Enrico: So explaining what is data management is becoming very complex lately. If you look around, it looks like everybody does data management today, even if they don’t. I mean, sometimes it looks like a new buzzword. What does data management mean from your point of view?
Jon: I’m tempted to answer that in all former buzzwords: copy data management and hybrid IT and hyperconverged. So data management: we see more and more people at the shows that we’re at that we know are not doing any type of intelligence on top of their data, and really it’s, “Yeah we’re data management, by the way.” So to Aparavi, data management is granular intelligence on the data that is being aggregated and then actionable items on what you do with that data.
So when we talk about intelligent data management, it is really with the basic understanding that not all data is created equal and different data has different use cases, different reliance for historical reference and future use, and then much of it is under a compliance regulation, so Aparavi’s goal is to add an intelligence layer prior to actually sending any data anywhere else.

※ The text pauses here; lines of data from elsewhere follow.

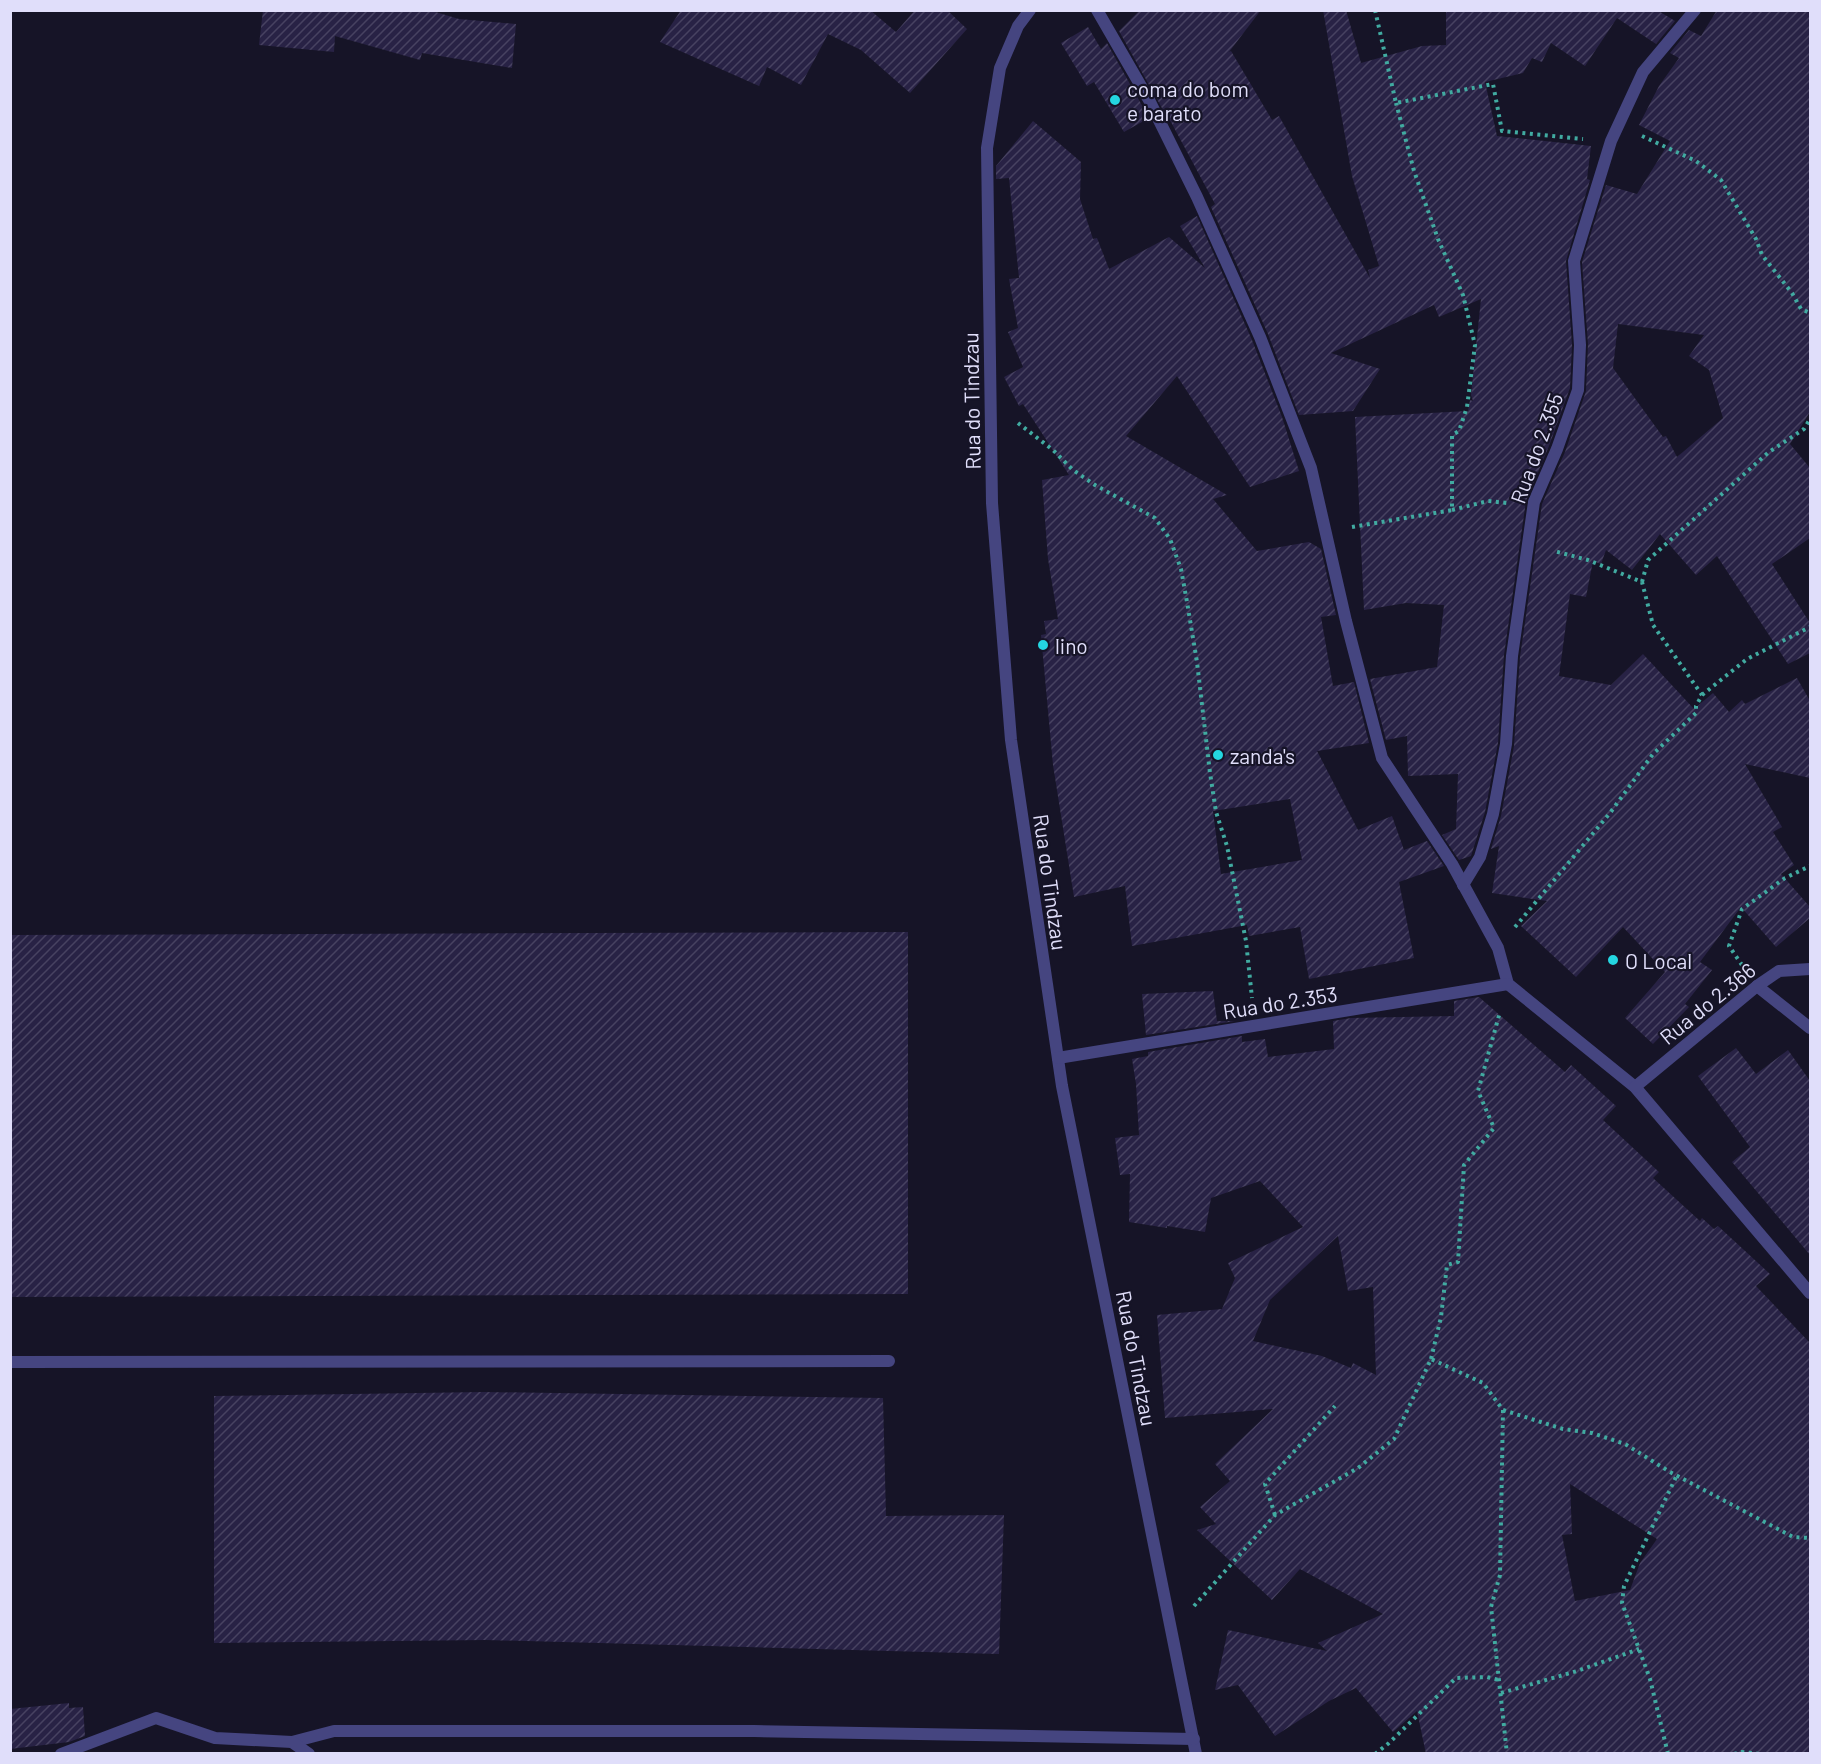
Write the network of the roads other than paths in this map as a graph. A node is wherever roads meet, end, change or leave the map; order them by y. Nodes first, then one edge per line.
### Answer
1 (1030, 10) edge
2 (1097, 10) edge
3 (1695, 10) edge
4 (1463, 885) junction
5 (1810, 969) edge
6 (1508, 984) junction
7 (1757, 986) junction
8 (1810, 1028) edge
9 (1058, 1058) junction
10 (1635, 1087) junction
11 (1810, 1293) edge
12 (889, 1361) dead end
13 (10, 1362) edge
14 (1194, 1739) junction
15 (292, 1742) junction
16 (61, 1754) edge
17 (309, 1754) edge
18 (1196, 1754) edge

1 - 9 street, Rua do Tindzau
2 - 4 street
3 - 4 street, Rua do 2.355
4 - 6 street
5 - 7 street, Rua do 2.366
6 - 9 street, Rua do 2.353
6 - 10 street
7 - 8 street
7 - 10 street, Rua do 2.366
9 - 14 street, Rua do Tindzau
10 - 11 street
12 - 13 street
14 - 15 street
14 - 18 street, Rua do Tindzau
15 - 16 street
15 - 17 street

Enrico: At the beginning, I mentioned “intelligent archive,” and you’re talking a lot about intelligence for the data. What is it an intelligent archive, then?
Jon: Yeah, so intelligent archive, with Aparavi, is the identification of data that perhaps should be no longer on-prem or no longer on your primary or secondary storage. So the archive aspect of it is actually helping to reduce the amount of copies you have on-prem of secondary storage or perhaps data that hasn’t been accessed. And the intelligent side of that is indexing it in such a way that allows for classification tagging, allows for full content search, allows for data to be discoverable with a Boolean-based search system, no matter how many clouds or storage repositories it may be spread across.
Enrico: So you mentioned cloud. Maybe it could be interesting to have an overview of the architecture. How does Aparavi work?
Jon: Aparavi uses a software as a service-style model or an on-prem model. It depends on the customer. We have some who want the hosted model where the UI and all the policy management happens through a hosted platform, whereas we have others who want the on-prem installation, and we can we can go into both environments very easily.
But APARAVI leverages an on-premise software appliance, is what we call it. That software appliance really is the orchestrator of our storage operation. So it’s going to be the one that’s enforcing the policies, grabbing the data. That’s where the actual index of the data is held. We also give options if you wanted to fortify your backup and business continuity plan, you could even keep an additional copy there on-prem in the Aparavi open format, as opposed to a proprietary backup file, and then we allow you to send that data off for long-term retention and/or archive to multiple cloud providers.
So I mentioned earlier that Aparavi believes that not all data is created equal, so we’ve actually built a platform that allows you to send different data to different clouds based on the sensitivity level of that data, all policy enforced from a from a top down hierarchical approach to policy management. We support pretty much all the tier one cloud providers, but we actually also support any generic S3 object storage. But it also doesn’t have to be cloud, right? So if some organizations haven’t yet embraced cloud, especially for sensitive data, you can send your sensitive data that might have trade secrets or PII built into it. You can send it to a secured on prem location while your sales, accounting, HR data, etc. is going to a less expensive, less secure tier of storage.
Enrico: I think you mentioned a lot of things that Aparavi can do and also the architecture is pretty, I would say, extensive. So from on-premises installation, including the S3 that you can have on the premises down to the cloud—and you support many different cloud providers. But one of the issues usually with data management is the very first step: data discovery and collection. How does Aparavi face this kind of challenge?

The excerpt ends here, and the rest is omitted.